November 28, 2009 9:29 AM   Subscribe

What is an alternative to using commercial brake cleaner when changing drum shoes?

I went to work on my brakes the other day and noticed that the directions on my can of Autozone brake cleaner had quite a few warnings about how volatile and noxious the chemicals are, especially concerning reproductive damage. It's actually banned for sale in twenty different states as a Volatile Organic Compound. These things concern me, especially since I might want to have a healthy Brandon1600 Jr. one day. So what else could I use to clean and degrease brake parts effectively? Something environmentally friendly and homemade would be ideal but I am open to any ideas.
posted by Brandon1600 to Travel & Transportation (2 answers total)
Check around a little. Other brands are less toxic. CRC makes a 50-State legal spray.
As far as I know, brake cleaner is the best way to clean brake parts. A brake parts cleaner needs to trap and remove the brake dust while displacing moisture and grease from the friction surfaces.
Cleaning brakes with compressed air is just as bad as using brake cleaner. Even though new brakes are non-asbestos, the dust is still pretty foul and it's best to saturate it and rinse it off with the cleaner rather than make a big cloud of dust in your workspace.
I can't think of anything specific off hand, but if you can find a product that can displace moisture without adding oils of any kind, that'd be your brake-clean substitute.
posted by Jon-o at 9:49 AM on November 28, 2009

The other characteristic of brake cleaner (which is mostly xylene, IIRC) is that it evaporates very quickly and completely. You might be able to use a less-volatile non-polar solvent like isopropyl alcohol, but you'd have to wait longer for the parts to dry out, and if you didn't you'd be putting your safety at risk - wet brakes don't stop, and hot volatile solvents might catch fire. Another possibility might be pure ethyl alcohol (i.e. Everclear), but is it really worth that much money to clean your brakes?

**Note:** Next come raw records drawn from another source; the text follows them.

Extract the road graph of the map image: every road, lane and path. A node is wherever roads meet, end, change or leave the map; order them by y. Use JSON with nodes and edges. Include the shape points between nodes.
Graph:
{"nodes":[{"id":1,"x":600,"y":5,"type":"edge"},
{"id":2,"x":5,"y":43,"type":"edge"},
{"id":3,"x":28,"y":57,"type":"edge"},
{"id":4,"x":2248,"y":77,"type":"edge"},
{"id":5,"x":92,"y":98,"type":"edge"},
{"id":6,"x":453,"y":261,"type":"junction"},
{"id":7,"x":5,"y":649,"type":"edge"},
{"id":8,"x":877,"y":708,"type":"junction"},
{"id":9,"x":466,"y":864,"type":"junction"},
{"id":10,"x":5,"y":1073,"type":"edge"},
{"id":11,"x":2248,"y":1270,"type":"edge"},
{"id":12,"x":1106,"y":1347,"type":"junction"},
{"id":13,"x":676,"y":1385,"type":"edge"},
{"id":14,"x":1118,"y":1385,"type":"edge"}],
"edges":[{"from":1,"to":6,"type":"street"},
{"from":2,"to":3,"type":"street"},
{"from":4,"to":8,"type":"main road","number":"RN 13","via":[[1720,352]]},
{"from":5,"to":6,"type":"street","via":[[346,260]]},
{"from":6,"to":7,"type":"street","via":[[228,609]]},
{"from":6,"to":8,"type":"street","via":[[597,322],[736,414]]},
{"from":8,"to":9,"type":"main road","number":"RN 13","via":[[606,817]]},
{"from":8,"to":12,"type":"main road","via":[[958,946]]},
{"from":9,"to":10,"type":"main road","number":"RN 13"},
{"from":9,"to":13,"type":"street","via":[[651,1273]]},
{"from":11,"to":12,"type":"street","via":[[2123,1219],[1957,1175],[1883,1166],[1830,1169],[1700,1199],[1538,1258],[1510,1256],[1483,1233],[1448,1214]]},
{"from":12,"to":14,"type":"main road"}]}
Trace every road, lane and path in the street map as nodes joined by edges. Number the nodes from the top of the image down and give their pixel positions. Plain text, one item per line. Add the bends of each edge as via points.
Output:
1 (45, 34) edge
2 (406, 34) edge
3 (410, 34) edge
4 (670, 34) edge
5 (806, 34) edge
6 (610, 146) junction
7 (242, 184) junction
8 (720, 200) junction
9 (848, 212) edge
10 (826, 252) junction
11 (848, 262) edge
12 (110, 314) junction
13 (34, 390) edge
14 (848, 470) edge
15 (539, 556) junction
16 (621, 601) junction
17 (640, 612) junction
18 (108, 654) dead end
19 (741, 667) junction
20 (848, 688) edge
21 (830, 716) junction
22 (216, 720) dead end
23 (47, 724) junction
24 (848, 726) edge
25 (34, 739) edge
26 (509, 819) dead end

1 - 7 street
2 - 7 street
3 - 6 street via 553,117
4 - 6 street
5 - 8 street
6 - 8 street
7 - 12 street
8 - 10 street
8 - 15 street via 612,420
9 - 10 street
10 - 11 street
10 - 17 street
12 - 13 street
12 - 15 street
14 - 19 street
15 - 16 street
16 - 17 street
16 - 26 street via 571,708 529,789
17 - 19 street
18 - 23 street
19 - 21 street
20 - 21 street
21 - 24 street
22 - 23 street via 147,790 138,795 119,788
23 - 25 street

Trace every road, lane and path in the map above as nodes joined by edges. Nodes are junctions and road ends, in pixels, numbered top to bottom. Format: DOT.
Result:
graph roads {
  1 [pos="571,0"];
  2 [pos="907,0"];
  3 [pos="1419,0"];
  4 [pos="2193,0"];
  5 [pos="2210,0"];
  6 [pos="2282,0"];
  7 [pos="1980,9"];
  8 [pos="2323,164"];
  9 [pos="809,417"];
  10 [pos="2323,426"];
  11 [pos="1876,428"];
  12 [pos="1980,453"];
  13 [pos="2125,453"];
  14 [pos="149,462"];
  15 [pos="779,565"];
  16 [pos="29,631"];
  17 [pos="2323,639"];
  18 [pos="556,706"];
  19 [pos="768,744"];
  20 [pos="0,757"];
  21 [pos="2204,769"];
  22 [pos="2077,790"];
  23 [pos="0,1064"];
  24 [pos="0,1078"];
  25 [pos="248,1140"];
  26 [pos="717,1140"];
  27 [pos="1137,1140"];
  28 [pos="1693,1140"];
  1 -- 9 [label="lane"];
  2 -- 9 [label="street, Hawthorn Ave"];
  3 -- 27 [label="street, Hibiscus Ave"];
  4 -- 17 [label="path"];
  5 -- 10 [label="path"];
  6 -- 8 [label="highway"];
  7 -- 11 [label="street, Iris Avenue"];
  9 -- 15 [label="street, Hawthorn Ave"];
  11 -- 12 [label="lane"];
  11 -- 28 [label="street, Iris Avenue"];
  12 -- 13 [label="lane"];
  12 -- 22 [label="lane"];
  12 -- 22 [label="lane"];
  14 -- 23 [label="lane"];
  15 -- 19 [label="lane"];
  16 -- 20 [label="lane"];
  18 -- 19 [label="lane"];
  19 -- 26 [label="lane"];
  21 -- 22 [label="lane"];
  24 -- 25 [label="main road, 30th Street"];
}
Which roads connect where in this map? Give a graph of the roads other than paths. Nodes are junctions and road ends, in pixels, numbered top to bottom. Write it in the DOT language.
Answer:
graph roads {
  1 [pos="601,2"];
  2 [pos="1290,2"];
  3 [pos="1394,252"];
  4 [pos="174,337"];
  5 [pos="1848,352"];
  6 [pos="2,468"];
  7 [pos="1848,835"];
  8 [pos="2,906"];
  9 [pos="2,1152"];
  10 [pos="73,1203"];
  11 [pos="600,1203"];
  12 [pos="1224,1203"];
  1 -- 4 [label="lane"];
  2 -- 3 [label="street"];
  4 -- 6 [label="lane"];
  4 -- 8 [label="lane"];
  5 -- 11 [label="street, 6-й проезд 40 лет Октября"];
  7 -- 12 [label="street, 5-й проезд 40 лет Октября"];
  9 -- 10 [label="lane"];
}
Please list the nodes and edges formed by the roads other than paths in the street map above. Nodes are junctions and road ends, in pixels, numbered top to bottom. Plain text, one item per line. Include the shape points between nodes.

What I would do is spend the money on a good activated charcoal respirator, a pair of safety goggles, and a steady supply of nitrile or latex gloves. Not only are you largely protected against the toxic solvents, you can use them for jobs other than just jello shots. The nitrile gloves in particular are great, as they'll prevent you from getting all kinds of nasty stuff absorbing into your skin while you work on the car; I hardly ever work on anything in the garage without them any more.